Sand knifefish are freshwater electric fish of the family Rhamphichthyidae, from freshwater habitats in South America.

Just like most part of the members of the Gymnotiformes group, they also have elongated and compressed bodies and electric organs. The long anal fin actually extends from before the pectoral fins to the tip of the tail. There is no dorsal fin. Teeth are absent in the oral jaws and the snout is very long and tubular. The nostrils are very close together. This group is sometimes known as the tubesnout knifefishes for this reason.

They are nocturnal and burrow in the sand during the day.

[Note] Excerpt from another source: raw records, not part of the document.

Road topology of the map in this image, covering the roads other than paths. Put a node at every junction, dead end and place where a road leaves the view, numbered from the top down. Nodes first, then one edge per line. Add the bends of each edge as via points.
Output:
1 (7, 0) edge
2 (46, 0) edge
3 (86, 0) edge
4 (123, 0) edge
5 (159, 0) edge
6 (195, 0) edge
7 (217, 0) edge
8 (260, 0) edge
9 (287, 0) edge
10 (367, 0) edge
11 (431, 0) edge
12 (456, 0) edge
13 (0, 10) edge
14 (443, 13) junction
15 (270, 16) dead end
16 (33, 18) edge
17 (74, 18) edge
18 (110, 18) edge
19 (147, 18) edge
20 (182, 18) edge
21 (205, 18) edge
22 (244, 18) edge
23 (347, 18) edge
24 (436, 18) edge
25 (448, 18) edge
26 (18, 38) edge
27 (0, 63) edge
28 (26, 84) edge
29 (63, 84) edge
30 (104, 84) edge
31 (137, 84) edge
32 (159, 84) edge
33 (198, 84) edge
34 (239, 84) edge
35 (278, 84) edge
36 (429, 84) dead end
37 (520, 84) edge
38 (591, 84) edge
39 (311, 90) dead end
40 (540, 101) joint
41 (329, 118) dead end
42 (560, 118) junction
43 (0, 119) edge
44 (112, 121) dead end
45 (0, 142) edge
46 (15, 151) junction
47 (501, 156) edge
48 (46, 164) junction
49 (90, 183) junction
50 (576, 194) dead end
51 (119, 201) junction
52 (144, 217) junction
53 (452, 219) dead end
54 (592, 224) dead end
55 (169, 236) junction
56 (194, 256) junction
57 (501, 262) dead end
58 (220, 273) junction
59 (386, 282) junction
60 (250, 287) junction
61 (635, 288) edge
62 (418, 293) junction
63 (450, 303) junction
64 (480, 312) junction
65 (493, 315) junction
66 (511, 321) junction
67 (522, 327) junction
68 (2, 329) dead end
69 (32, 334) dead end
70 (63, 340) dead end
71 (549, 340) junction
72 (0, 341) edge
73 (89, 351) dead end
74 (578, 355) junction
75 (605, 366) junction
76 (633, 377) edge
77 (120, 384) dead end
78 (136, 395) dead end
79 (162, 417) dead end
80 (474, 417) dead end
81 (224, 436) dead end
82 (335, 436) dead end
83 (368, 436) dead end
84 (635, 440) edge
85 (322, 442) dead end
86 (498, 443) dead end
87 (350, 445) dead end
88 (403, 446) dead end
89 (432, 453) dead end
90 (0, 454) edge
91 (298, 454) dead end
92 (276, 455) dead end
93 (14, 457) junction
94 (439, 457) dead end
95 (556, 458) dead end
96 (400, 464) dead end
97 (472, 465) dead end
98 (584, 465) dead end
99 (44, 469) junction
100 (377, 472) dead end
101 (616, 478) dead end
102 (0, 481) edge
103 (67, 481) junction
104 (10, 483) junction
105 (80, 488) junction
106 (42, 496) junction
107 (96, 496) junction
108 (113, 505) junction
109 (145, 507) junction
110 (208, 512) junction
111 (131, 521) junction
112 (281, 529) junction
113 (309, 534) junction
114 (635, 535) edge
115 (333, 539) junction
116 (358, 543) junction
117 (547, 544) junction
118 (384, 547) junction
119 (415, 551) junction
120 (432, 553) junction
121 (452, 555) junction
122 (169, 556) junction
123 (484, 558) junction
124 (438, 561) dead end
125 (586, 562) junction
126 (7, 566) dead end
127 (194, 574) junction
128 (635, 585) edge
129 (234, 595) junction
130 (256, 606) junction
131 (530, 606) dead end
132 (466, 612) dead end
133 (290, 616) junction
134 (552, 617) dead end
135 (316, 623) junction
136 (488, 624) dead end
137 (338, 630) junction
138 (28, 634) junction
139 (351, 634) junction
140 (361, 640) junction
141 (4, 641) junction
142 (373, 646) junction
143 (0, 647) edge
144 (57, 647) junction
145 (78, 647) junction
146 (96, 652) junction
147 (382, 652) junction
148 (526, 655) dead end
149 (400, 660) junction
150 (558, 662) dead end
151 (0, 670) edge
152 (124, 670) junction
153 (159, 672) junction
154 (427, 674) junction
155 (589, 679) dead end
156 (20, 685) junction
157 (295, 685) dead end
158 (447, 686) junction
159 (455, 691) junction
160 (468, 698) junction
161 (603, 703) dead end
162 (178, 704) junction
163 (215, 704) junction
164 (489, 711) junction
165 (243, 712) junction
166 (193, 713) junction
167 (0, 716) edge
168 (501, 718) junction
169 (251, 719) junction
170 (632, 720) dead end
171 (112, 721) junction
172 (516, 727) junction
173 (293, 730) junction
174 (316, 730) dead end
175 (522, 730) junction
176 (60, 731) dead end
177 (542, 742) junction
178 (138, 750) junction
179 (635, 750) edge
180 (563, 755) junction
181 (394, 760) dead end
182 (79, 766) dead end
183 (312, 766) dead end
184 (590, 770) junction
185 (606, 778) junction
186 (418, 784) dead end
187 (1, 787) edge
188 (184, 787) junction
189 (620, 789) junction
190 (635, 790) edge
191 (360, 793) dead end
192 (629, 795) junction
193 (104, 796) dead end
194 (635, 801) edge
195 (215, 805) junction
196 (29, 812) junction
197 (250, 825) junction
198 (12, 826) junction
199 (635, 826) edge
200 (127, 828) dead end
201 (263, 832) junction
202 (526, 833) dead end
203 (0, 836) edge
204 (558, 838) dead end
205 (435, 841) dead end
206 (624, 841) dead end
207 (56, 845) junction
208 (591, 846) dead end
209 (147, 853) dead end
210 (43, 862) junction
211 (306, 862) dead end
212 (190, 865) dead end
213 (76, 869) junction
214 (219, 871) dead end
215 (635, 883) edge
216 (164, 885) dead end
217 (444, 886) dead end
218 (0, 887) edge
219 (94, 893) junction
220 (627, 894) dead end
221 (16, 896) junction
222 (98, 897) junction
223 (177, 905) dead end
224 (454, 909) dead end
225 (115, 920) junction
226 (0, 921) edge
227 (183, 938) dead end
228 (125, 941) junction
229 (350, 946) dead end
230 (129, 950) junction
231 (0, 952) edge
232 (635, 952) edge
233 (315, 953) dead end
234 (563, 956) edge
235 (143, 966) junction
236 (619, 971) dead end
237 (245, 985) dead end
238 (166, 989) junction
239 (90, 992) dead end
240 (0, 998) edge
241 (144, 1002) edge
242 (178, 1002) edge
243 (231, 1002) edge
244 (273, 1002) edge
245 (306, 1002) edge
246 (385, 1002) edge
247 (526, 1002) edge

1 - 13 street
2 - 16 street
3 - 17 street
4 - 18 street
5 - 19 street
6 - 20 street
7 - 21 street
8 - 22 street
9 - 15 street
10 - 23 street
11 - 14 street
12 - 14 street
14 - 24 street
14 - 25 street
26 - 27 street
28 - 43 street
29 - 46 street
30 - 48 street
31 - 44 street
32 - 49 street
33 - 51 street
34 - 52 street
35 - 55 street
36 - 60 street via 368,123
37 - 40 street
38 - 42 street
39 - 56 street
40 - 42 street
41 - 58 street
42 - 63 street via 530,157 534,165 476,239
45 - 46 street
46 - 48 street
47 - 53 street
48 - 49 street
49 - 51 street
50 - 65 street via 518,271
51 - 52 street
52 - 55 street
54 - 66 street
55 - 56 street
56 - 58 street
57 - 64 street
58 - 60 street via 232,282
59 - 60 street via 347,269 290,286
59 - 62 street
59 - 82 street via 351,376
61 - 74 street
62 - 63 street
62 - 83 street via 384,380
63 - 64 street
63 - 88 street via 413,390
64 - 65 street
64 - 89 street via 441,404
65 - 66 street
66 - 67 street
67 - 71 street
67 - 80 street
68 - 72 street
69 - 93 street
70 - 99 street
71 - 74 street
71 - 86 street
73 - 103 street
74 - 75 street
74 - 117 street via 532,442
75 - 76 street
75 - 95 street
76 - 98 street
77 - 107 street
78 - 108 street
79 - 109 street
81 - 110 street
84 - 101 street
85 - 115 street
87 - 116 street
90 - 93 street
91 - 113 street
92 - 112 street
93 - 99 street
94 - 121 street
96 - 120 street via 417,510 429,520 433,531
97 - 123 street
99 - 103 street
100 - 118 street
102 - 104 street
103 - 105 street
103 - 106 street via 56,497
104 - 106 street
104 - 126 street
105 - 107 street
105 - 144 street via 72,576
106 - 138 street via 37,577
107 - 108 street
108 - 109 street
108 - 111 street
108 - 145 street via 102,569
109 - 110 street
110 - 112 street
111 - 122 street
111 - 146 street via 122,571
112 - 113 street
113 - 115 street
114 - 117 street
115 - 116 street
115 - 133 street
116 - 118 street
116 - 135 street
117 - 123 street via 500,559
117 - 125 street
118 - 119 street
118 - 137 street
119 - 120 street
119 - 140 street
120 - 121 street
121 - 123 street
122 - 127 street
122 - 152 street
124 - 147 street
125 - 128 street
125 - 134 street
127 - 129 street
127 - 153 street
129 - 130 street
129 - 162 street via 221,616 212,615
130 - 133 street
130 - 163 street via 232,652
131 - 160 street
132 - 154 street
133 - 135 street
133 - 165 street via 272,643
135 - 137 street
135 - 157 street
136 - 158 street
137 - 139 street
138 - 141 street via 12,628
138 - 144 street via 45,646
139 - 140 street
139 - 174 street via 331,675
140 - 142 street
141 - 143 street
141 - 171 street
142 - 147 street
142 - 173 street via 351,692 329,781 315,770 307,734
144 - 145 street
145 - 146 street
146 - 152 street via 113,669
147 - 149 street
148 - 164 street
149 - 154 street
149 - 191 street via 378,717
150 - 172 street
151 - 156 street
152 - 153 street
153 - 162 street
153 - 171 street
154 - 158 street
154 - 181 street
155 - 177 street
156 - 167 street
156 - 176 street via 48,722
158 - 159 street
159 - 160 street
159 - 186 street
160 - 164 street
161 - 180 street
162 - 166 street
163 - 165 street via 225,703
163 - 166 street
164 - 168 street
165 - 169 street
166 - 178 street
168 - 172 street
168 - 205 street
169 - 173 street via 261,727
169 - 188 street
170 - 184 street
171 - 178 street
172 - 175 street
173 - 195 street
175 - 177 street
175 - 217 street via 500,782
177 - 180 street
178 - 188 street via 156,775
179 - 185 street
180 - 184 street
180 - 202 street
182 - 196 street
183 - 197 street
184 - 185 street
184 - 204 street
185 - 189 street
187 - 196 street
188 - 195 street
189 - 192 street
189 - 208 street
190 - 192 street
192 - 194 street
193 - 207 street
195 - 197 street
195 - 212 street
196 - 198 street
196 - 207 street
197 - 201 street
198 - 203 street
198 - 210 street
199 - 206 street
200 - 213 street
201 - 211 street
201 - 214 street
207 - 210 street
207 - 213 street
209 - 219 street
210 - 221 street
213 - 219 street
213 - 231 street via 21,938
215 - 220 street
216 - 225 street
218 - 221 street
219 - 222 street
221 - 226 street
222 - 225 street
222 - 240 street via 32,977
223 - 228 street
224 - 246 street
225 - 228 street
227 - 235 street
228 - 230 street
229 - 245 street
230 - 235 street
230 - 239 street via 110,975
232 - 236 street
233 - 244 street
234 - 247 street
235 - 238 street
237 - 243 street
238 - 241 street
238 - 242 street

This family contains one of the smallest gymnotiforms, Hypopygus hoedemani, which reaches a maximum total length of 5.9 cm. Other species of Steatogenys can range up to 40-50 cm in length.

==Genera==
The following taxonomy is based on Eschmeyer's Catalog of Fishes:

- Gymnorhamphichthys Ellis, 1912
- Hypopygus Hoedeman, 1962
- Iracema Triques, 1996
- Rhamphichthys J. P. Müller & Troschel, 1846
- Steatogenys Boulenger, 1898
Hypopygus and Steatogenys were previously placed in the Hypopomidae until taxonomic studies identified their affinity with this family.